▶ **What you should do**
Could you transcribe every record below exactly as written, excluding the pictures?

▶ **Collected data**
┌────────

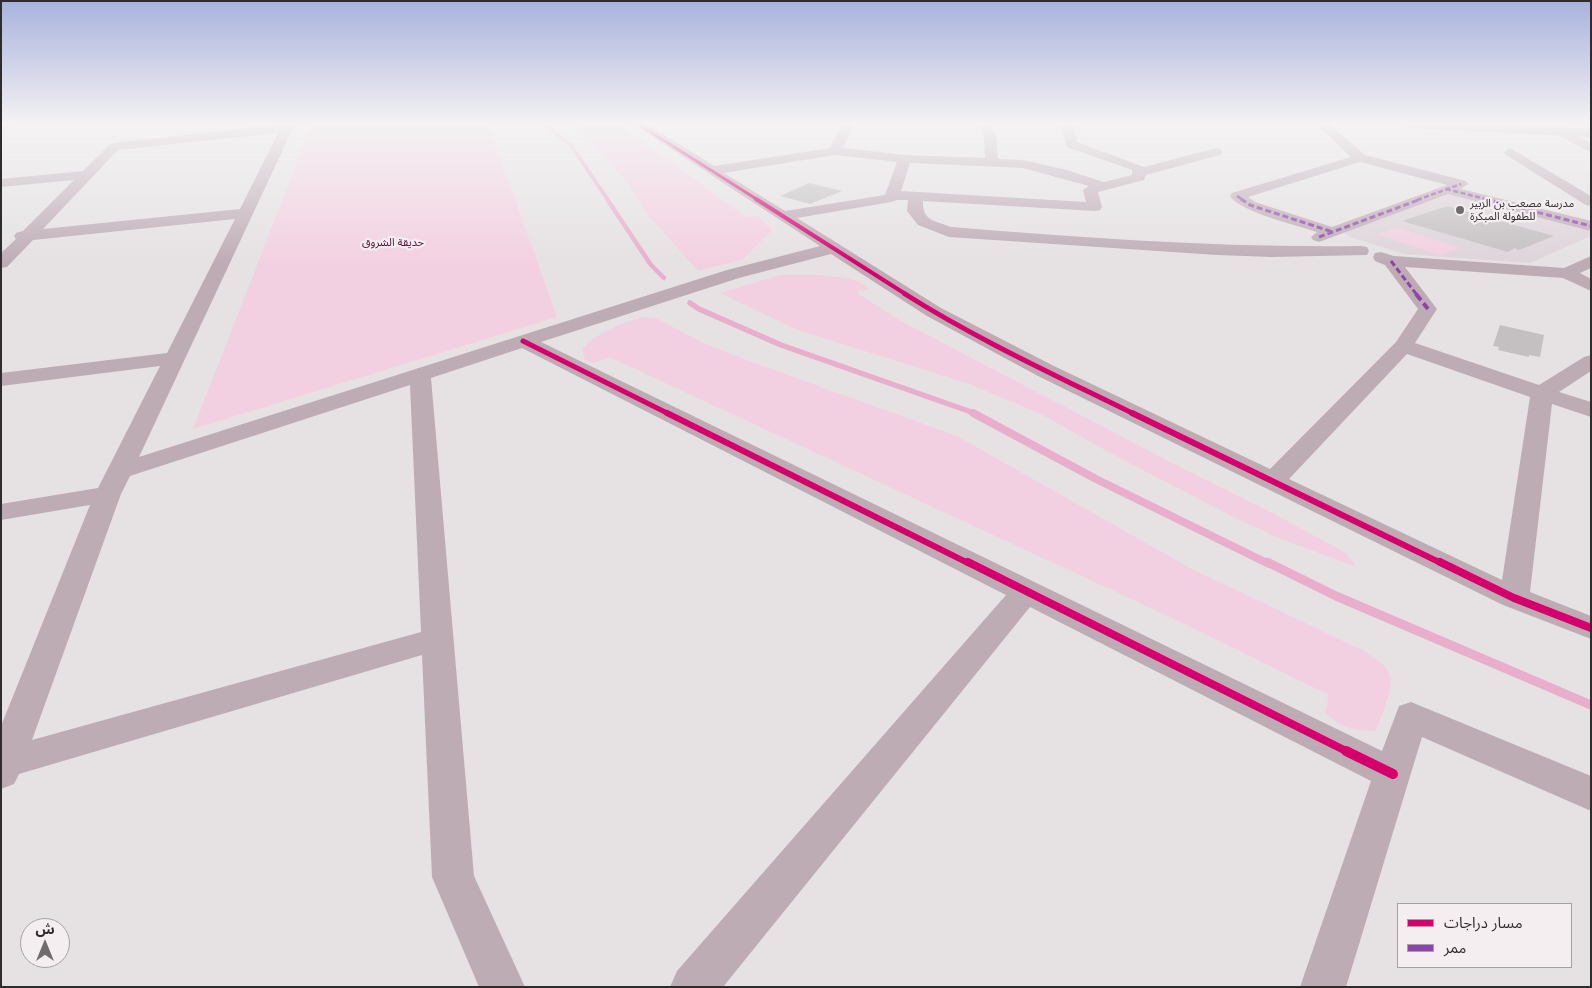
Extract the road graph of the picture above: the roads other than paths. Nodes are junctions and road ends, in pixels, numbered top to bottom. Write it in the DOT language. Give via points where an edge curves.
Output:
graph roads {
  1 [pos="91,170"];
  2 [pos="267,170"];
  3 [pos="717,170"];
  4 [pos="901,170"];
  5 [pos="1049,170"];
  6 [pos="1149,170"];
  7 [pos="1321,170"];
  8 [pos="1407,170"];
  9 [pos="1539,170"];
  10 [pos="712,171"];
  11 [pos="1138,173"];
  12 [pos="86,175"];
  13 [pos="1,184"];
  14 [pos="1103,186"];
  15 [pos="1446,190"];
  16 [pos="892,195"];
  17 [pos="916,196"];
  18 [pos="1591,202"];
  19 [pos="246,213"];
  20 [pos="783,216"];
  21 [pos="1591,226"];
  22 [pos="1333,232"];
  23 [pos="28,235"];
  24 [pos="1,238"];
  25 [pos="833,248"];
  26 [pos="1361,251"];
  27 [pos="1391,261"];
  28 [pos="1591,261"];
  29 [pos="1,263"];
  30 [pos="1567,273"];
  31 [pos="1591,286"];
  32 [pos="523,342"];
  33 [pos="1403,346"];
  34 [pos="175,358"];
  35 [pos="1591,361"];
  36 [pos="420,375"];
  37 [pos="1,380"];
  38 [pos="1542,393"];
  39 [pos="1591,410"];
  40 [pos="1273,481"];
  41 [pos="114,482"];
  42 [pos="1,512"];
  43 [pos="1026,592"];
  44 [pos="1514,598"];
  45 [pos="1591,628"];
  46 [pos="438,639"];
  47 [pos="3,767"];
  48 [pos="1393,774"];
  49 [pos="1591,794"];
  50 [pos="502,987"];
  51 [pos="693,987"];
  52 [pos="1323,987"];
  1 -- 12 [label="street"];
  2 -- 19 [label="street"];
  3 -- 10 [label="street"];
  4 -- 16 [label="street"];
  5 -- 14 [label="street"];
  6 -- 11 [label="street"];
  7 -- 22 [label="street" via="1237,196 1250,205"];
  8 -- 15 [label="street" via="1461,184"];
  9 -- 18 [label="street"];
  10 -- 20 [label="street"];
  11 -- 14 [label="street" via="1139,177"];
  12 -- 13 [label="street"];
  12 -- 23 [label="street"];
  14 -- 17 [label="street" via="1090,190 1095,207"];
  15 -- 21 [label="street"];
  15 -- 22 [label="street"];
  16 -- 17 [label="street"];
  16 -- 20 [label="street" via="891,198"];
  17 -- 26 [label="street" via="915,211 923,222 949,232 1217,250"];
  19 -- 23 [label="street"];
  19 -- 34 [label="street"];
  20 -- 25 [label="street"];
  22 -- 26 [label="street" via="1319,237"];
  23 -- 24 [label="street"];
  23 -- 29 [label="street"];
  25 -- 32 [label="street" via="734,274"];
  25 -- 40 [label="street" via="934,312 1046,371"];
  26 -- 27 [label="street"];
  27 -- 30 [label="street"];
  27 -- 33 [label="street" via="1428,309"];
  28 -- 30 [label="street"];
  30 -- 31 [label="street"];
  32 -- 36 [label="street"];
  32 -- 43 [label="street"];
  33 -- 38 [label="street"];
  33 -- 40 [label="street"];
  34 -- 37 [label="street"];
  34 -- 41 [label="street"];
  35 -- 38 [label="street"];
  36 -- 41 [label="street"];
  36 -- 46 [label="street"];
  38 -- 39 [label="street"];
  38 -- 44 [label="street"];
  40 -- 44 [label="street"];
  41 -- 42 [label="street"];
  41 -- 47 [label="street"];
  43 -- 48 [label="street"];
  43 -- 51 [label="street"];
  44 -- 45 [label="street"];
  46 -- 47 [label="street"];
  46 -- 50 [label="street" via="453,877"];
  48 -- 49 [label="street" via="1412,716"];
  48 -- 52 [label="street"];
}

└────────

▶ **Result**
Extract the road graph of the picture above: the roads other than paths. Nodes are junctions and road ends, in pixels, numbered top to bottom. Write it in the DOT language. Give via points where an edge curves.
Output:
graph roads {
  1 [pos="91,170"];
  2 [pos="267,170"];
  3 [pos="717,170"];
  4 [pos="901,170"];
  5 [pos="1049,170"];
  6 [pos="1149,170"];
  7 [pos="1321,170"];
  8 [pos="1407,170"];
  9 [pos="1539,170"];
  10 [pos="712,171"];
  11 [pos="1138,173"];
  12 [pos="86,175"];
  13 [pos="1,184"];
  14 [pos="1103,186"];
  15 [pos="1446,190"];
  16 [pos="892,195"];
  17 [pos="916,196"];
  18 [pos="1591,202"];
  19 [pos="246,213"];
  20 [pos="783,216"];
  21 [pos="1591,226"];
  22 [pos="1333,232"];
  23 [pos="28,235"];
  24 [pos="1,238"];
  25 [pos="833,248"];
  26 [pos="1361,251"];
  27 [pos="1391,261"];
  28 [pos="1591,261"];
  29 [pos="1,263"];
  30 [pos="1567,273"];
  31 [pos="1591,286"];
  32 [pos="523,342"];
  33 [pos="1403,346"];
  34 [pos="175,358"];
  35 [pos="1591,361"];
  36 [pos="420,375"];
  37 [pos="1,380"];
  38 [pos="1542,393"];
  39 [pos="1591,410"];
  40 [pos="1273,481"];
  41 [pos="114,482"];
  42 [pos="1,512"];
  43 [pos="1026,592"];
  44 [pos="1514,598"];
  45 [pos="1591,628"];
  46 [pos="438,639"];
  47 [pos="3,767"];
  48 [pos="1393,774"];
  49 [pos="1591,794"];
  50 [pos="502,987"];
  51 [pos="693,987"];
  52 [pos="1323,987"];
  1 -- 12 [label="street"];
  2 -- 19 [label="street"];
  3 -- 10 [label="street"];
  4 -- 16 [label="street"];
  5 -- 14 [label="street"];
  6 -- 11 [label="street"];
  7 -- 22 [label="street" via="1237,196 1250,205"];
  8 -- 15 [label="street" via="1461,184"];
  9 -- 18 [label="street"];
  10 -- 20 [label="street"];
  11 -- 14 [label="street" via="1139,177"];
  12 -- 13 [label="street"];
  12 -- 23 [label="street"];
  14 -- 17 [label="street" via="1090,190 1095,207"];
  15 -- 21 [label="street"];
  15 -- 22 [label="street"];
  16 -- 17 [label="street"];
  16 -- 20 [label="street" via="891,198"];
  17 -- 26 [label="street" via="915,211 923,222 949,232 1217,250"];
  19 -- 23 [label="street"];
  19 -- 34 [label="street"];
  20 -- 25 [label="street"];
  22 -- 26 [label="street" via="1319,237"];
  23 -- 24 [label="street"];
  23 -- 29 [label="street"];
  25 -- 32 [label="street" via="734,274"];
  25 -- 40 [label="street" via="934,312 1046,371"];
  26 -- 27 [label="street"];
  27 -- 30 [label="street"];
  27 -- 33 [label="street" via="1428,309"];
  28 -- 30 [label="street"];
  30 -- 31 [label="street"];
  32 -- 36 [label="street"];
  32 -- 43 [label="street"];
  33 -- 38 [label="street"];
  33 -- 40 [label="street"];
  34 -- 37 [label="street"];
  34 -- 41 [label="street"];
  35 -- 38 [label="street"];
  36 -- 41 [label="street"];
  36 -- 46 [label="street"];
  38 -- 39 [label="street"];
  38 -- 44 [label="street"];
  40 -- 44 [label="street"];
  41 -- 42 [label="street"];
  41 -- 47 [label="street"];
  43 -- 48 [label="street"];
  43 -- 51 [label="street"];
  44 -- 45 [label="street"];
  46 -- 47 [label="street"];
  46 -- 50 [label="street" via="453,877"];
  48 -- 49 [label="street" via="1412,716"];
  48 -- 52 [label="street"];
}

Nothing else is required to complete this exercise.